The same intermittent has been observed across runs on different DBIC test files (t/76joins.t, t/96_is_deteministic_value.t, t/752sqlite.t, t/86might_have.t, t/63register_class.t, t/46where_attribute.t, t/33exception_wrap.t, t/101populate_rs.t) — different victim every run. The harness times those out as "no TAP output for 300s" and SIGKILLs them.

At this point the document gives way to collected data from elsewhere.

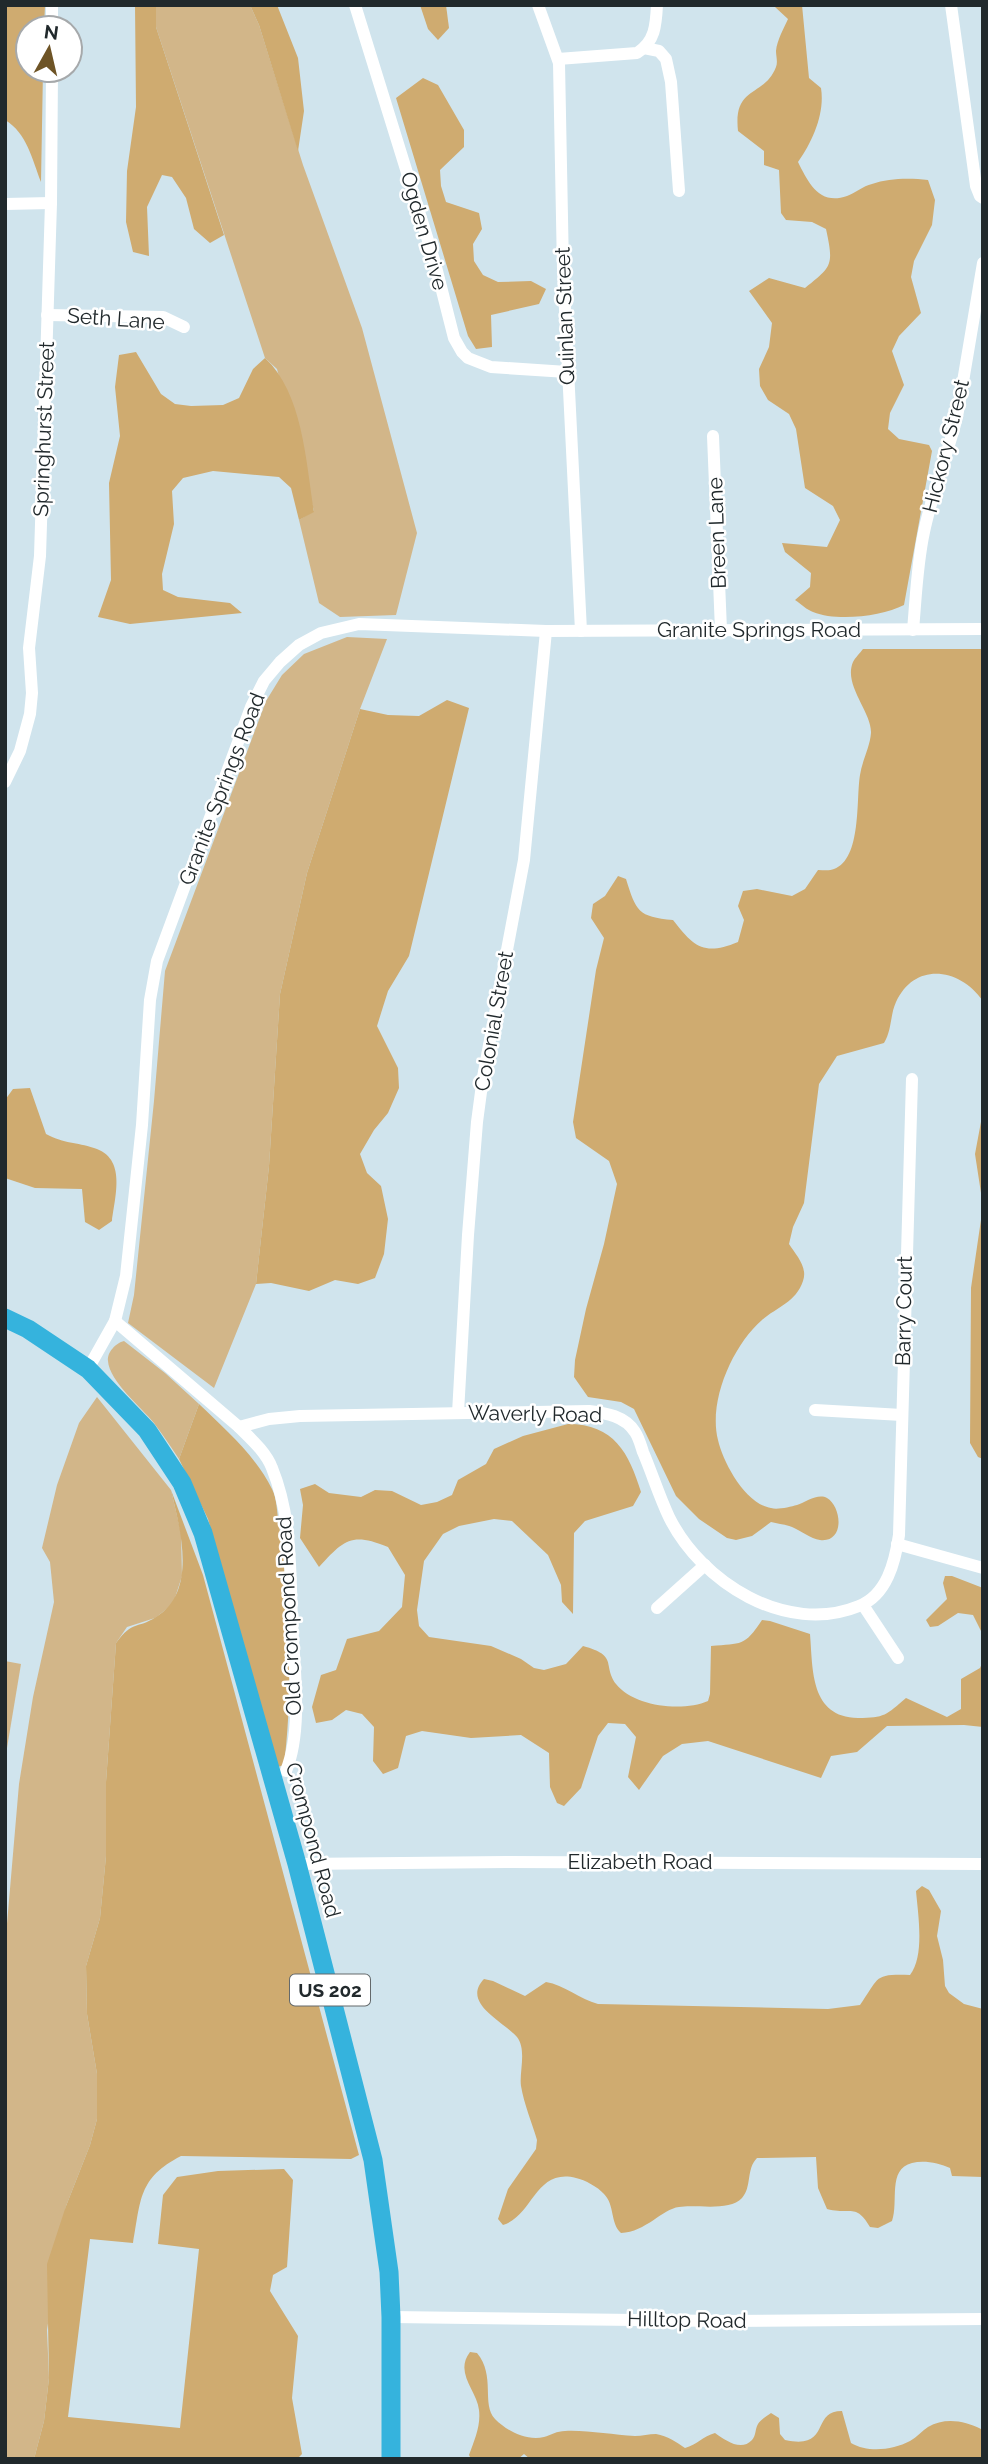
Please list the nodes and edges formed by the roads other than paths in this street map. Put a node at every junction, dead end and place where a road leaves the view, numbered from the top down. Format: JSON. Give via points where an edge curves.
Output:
{"nodes":[{"id":1,"x":355,"y":5,"type":"edge"},
{"id":2,"x":538,"y":5,"type":"edge"},
{"id":3,"x":657,"y":5,"type":"edge"},
{"id":4,"x":951,"y":5,"type":"edge"},
{"id":5,"x":644,"y":48,"type":"junction"},
{"id":6,"x":558,"y":59,"type":"junction"},
{"id":7,"x":52,"y":84,"type":"edge"},
{"id":8,"x":679,"y":191,"type":"dead end"},
{"id":9,"x":983,"y":198,"type":"edge"},
{"id":10,"x":51,"y":203,"type":"junction"},
{"id":11,"x":5,"y":204,"type":"edge"},
{"id":12,"x":983,"y":263,"type":"edge"},
{"id":13,"x":47,"y":315,"type":"junction"},
{"id":14,"x":184,"y":327,"type":"dead end"},
{"id":15,"x":567,"y":372,"type":"junction"},
{"id":16,"x":713,"y":436,"type":"dead end"},
{"id":17,"x":913,"y":629,"type":"junction"},
{"id":18,"x":983,"y":629,"type":"edge"},
{"id":19,"x":721,"y":630,"type":"junction"},
{"id":20,"x":546,"y":631,"type":"junction"},
{"id":21,"x":581,"y":631,"type":"junction"},
{"id":22,"x":5,"y":782,"type":"edge"},
{"id":23,"x":912,"y":1079,"type":"dead end"},
{"id":24,"x":5,"y":1318,"type":"edge"},
{"id":25,"x":115,"y":1321,"type":"junction"},
{"id":26,"x":88,"y":1369,"type":"junction"},
{"id":27,"x":815,"y":1410,"type":"dead end"},
{"id":28,"x":458,"y":1413,"type":"junction"},
{"id":29,"x":902,"y":1415,"type":"junction"},
{"id":30,"x":239,"y":1427,"type":"junction"},
{"id":31,"x":897,"y":1544,"type":"junction"},
{"id":32,"x":705,"y":1565,"type":"junction"},
{"id":33,"x":983,"y":1568,"type":"edge"},
{"id":34,"x":863,"y":1605,"type":"junction"},
{"id":35,"x":657,"y":1608,"type":"dead end"},
{"id":36,"x":898,"y":1658,"type":"dead end"},
{"id":37,"x":286,"y":1771,"type":"dead end"},
{"id":38,"x":297,"y":1864,"type":"junction"},
{"id":39,"x":983,"y":1864,"type":"edge"},
{"id":40,"x":391,"y":2317,"type":"junction"},
{"id":41,"x":983,"y":2319,"type":"edge"},
{"id":42,"x":391,"y":2459,"type":"edge"}],
"edges":[{"from":1,"to":15,"type":"street","name":"Ogden Drive","via":[[454,338],[462,352],[491,368]]},
{"from":2,"to":6,"type":"street","name":"Quinlan Street"},
{"from":3,"to":5,"type":"street","via":[[654,32]]},
{"from":4,"to":9,"type":"street","via":[[976,186]]},
{"from":5,"to":6,"type":"street","via":[[637,53]]},
{"from":5,"to":8,"type":"street","via":[[659,51],[666,59]]},
{"from":6,"to":15,"type":"street","name":"Quinlan Street"},
{"from":7,"to":10,"type":"street","name":"Springhurst Street"},
{"from":10,"to":11,"type":"street"},
{"from":10,"to":13,"type":"street","name":"Springhurst Street"},
{"from":12,"to":17,"type":"street","name":"Hickory Street","via":[[957,417],[923,534]]},
{"from":13,"to":14,"type":"street","name":"Seth Lane","via":[[163,317]]},
{"from":13,"to":22,"type":"street","name":"Springhurst Street","via":[[40,556],[29,648],[32,694],[20,751]]},
{"from":15,"to":21,"type":"street","name":"Quinlan Street"},
{"from":16,"to":19,"type":"street","name":"Breen Lane"},
{"from":17,"to":18,"type":"street","name":"Granite Springs Road"},
{"from":17,"to":19,"type":"street","name":"Granite Springs Road"},
{"from":19,"to":21,"type":"street","name":"Granite Springs Road"},
{"from":20,"to":21,"type":"street","name":"Granite Springs Road"},
{"from":20,"to":25,"type":"street","name":"Granite Springs Road","via":[[341,627],[299,645],[264,681],[152,981],[126,1276]]},
{"from":20,"to":28,"type":"street","name":"Colonial Street","via":[[524,860],[482,1077]]},
{"from":23,"to":29,"type":"street","name":"Barry Court"},
{"from":24,"to":26,"type":"highway","name":"Crompond Road","number":"US 202"},
{"from":25,"to":26,"type":"street","name":"Granite Springs Road"},
{"from":25,"to":30,"type":"street","name":"Old Crompond Road"},
{"from":26,"to":38,"type":"highway","name":"Crompond Road","number":"US 202","via":[[147,1430],[194,1507]]},
{"from":27,"to":29,"type":"street"},
{"from":28,"to":30,"type":"street","name":"Waverly Road","via":[[300,1416]]},
{"from":28,"to":32,"type":"street","name":"Waverly Road","via":[[589,1411],[619,1417],[635,1432],[669,1518]]},
{"from":29,"to":31,"type":"street","name":"Barry Court"},
{"from":30,"to":37,"type":"street","name":"Old Crompond Road","via":[[271,1465],[287,1527],[295,1715],[293,1752]]},
{"from":31,"to":33,"type":"street"},
{"from":31,"to":34,"type":"street","via":[[878,1594]]},
{"from":32,"to":34,"type":"street","name":"Waverly Road","via":[[738,1592],[796,1613],[843,1612]]},
{"from":32,"to":35,"type":"street"},
{"from":34,"to":36,"type":"street"},
{"from":38,"to":39,"type":"street","name":"Elizabeth Road"},
{"from":38,"to":40,"type":"highway","name":"Crompond Road","number":"US 202","via":[[373,2160],[387,2248]]},
{"from":40,"to":41,"type":"street","name":"Hilltop Road"},
{"from":40,"to":42,"type":"highway","name":"Crompond Road","number":"US 202"}]}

This blocks publishing DBIx::Class PASS in dev/cpan-reports/cpan-compatibility.md despite all 9 hard-failure regressions from PR #621 having been fixed in PR #644.

How to reproduce

Reliable (forced timing)

The bug fires only when MortalList.maybeAutoSweep() happens to run at a particular moment relative to DBIC's cumulative WeakRefRegistry state. The 5-second throttle on auto-sweep makes natural reproduction stochastic; PR #635 added a debug knob that bypasses both the throttle and the weakRefsExist gate so the sweep fires on every Perl statement boundary:

JPERL_FORCE_SWEEP_EVERY_FLUSH=1 timeout 3000 ./jcpan -t DBIx::Class > /tmp/dbic.log 2>&1

Under this knob, ~1–3 DBIC test files crash mid-test on every run with the detached result source exception. Standalone (single-test) reproduction via JPERL_FORCE_SWEEP_EVERY_FLUSH=1 ./jperl t/52leaks.t or simpler in-isolation reproducers does not yet trigger the bug — see "What is NOT the problem" below.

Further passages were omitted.